Friday, June 15, 2012

Fulfilling the Commission



Whoever you may be, the blog you are either reading or have subscribed to is nothing but a mere drop in the bucket as far as missionary blogs go. Mine will be different from the next, sure, but with all the blogs out there, who really needs to be subscribed to another one and keep up on someone who decides to go globe-trotting for the Lord?

Well, you maybe.

I would encourage you, however, to really think before subscribing to this blog. While I'm gone, I'd like to be able to look over at that sidebar and see my followers and know that they're really going to be reading my posts, praying for the requests, and rejoicing in the triumphs. It'd be sad to think that half the subscribed names weren't praying, watching, laughing, crying, smiling, and rejoicing... So I ask you to think seriously about clicking 'subscribe'.

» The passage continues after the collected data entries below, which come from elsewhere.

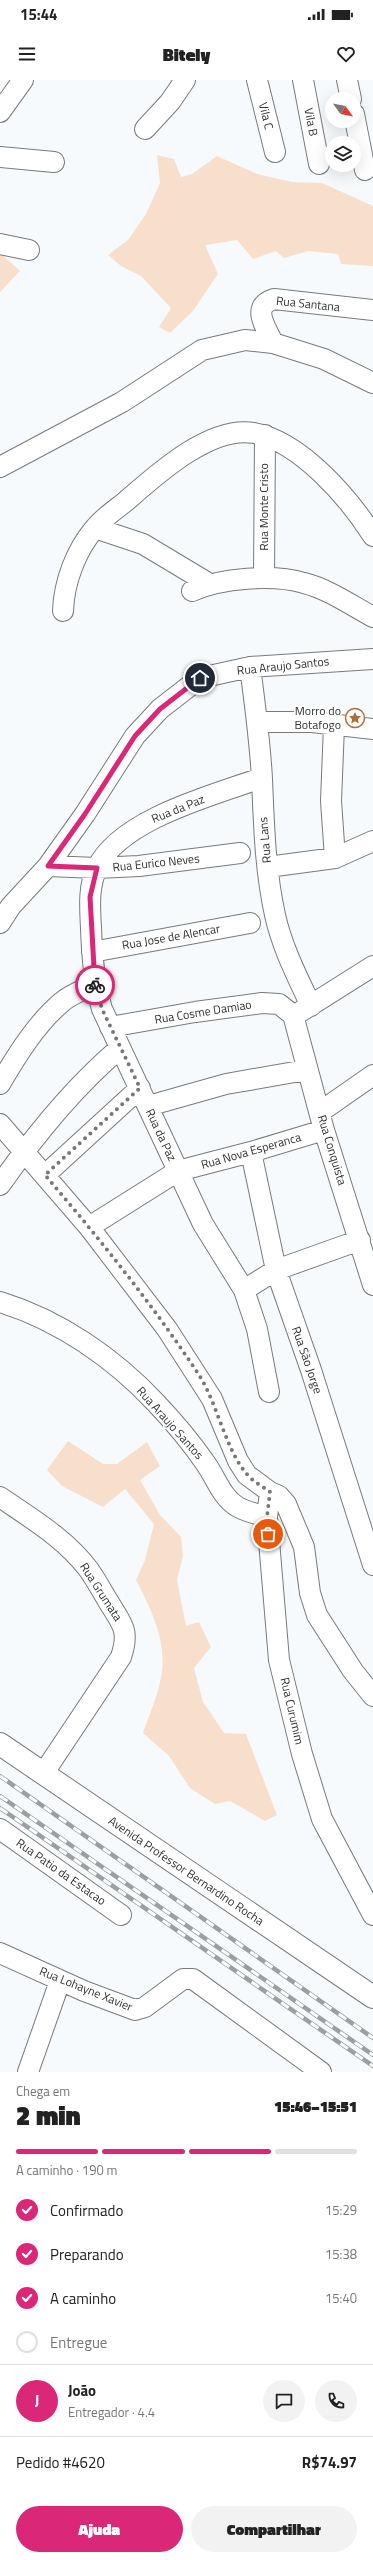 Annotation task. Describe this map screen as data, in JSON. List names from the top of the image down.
{
  "streets": {
    "main road": ["Avenida Professor Bernardino Rocha"],
    "street": [
      "Vila C",
      "Vila B",
      "Rua Santana",
      "Rua Monte Cristo",
      "Rua Araujo Santos",
      "Rua da Paz",
      "Rua Lans",
      "Rua Eurico Neves",
      "Rua Jose de Alencar",
      "Rua Cosme Damiao",
      "Rua Conquista",
      "Rua Nova Esperanca",
      "Rua São Jorge",
      "Rua Grumata",
      "Rua Curumim",
      "Rua Patio da Estacao",
      "Rua Lohayne Xavier"
    ]
  },
  "crossings": [
    ["Rua Araujo Santos", "Rua Lans"],
    ["Rua Araujo Santos", "Rua Eurico Neves"],
    ["Rua Araujo Santos", "Rua Curumim"],
    ["Rua da Paz", "Rua Lans"],
    ["Rua da Paz", "Rua Eurico Neves"],
    ["Rua da Paz", "Rua Jose de Alencar"],
    ["Rua da Paz", "Rua Cosme Damiao"],
    ["Rua da Paz", "Rua Nova Esperanca"],
    ["Rua Cosme Damiao", "Rua Conquista"],
    ["Rua Conquista", "Rua Nova Esperanca"],
    ["Rua Nova Esperanca", "Rua São Jorge"],
    ["Rua Grumata", "Avenida Professor Bernardino Rocha"]
  ],
  "places": {
    "place": ["Morro do Botafogo"]
  },
  "north": "bottom right",
  "page": {
    "status": "15:44",
    "header": "Bitely",
    "heading": ["2 min", "Chega em", "15:46–15:51"],
    "panel": [
      "João",
      "Entregador · 4.4",
      "Pedido #4620",
      "R$74.97"
    ],
    "bar": "A caminho · 190 m",
    "list": [
      ["Confirmado", "15:29"],
      ["Preparando", "15:38"],
      ["A caminho", "15:40"],
      "Entregue"
    ],
    "round": "J",
    "buttons": ["Ajuda", "Compartilhar"]
  }
}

This blog has been started because of a new adventure looming on my horizon. In fact, wheels are already beginning to turn. I've been waiting, praying, agonizing and crying to God for an answer on this question for months now--and He's given me an answer.

Go.

Last Thursday, I recieved an email early in the morning. From Harvey Steck, principal of Sunshine Orchards, a learning center/school in Thailand. The title of the email was "Can you come?"

The rest is history.

Ages ago, my friend Sharon Steck posted on Facebook that she and her family were going to be coming back to the States for a VISA renewal in July, and then leaving again in September. I got excited--I'd be able to see Hannah and Sharon, who I missed terribly... But something else presented itself to me.

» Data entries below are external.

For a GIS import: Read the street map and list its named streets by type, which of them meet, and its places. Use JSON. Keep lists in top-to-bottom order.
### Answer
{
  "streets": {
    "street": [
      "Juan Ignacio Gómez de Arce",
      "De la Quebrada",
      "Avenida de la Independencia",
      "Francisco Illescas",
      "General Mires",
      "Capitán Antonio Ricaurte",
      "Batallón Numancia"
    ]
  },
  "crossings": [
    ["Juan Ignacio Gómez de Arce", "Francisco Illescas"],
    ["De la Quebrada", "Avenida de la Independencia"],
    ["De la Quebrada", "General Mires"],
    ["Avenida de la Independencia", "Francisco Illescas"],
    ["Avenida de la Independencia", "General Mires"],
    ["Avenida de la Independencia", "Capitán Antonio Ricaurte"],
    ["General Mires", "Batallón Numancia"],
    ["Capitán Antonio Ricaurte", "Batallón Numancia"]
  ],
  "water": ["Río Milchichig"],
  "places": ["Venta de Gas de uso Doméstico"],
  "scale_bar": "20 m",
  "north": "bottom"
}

And I laughed it off at first.

You see, I've been interning at Young Disciple Ministries for the last 10 months now, and my internship is up in September. I was wondering what I would do afterwards... And then Sharon's posted blasted its way onto my news feed.

And an idea was born.

Why couldn't I go back to Thailand with them?

I classified myself as crazy and relegated my imagination to a backseat. Not happening.

Yet the idea wouldn't leave me alone. It pressed on me all the time, til finally I had a talk with one of my friends. They suggested I send an email--after all, it couldn't hurt to ask if I'd be needed.

So I did.

And I waited.

And waited.

And waited.

You get the idea.

After what seemed to be half of forever, Sharon emailed me back. And she was excited. I'd almost never seen a more excited email in my life. The message was clear: YES, we could use your help. YES. YES. YES!!

Well, I thought. And prayed. And struggled. And talked. And finally, I filled out my application and emailed it off.

And waited.

And waited.

And waited.

Yes, that long. I waited months, knowing that those processing my application were incredibly busy, but wondering if the long silence was a closed door. Countless prayers wended their way heavenward as the months slipped past; while I talked more, prayed more, thought more. Time was coming right down to it--Id need to get a VISA, funds for a ticket and other essentials, and there were a lot of things that needed to happen. And I still had no answer.

Then last Thursday happened. I'm accepted... and I've accepted the acceptance.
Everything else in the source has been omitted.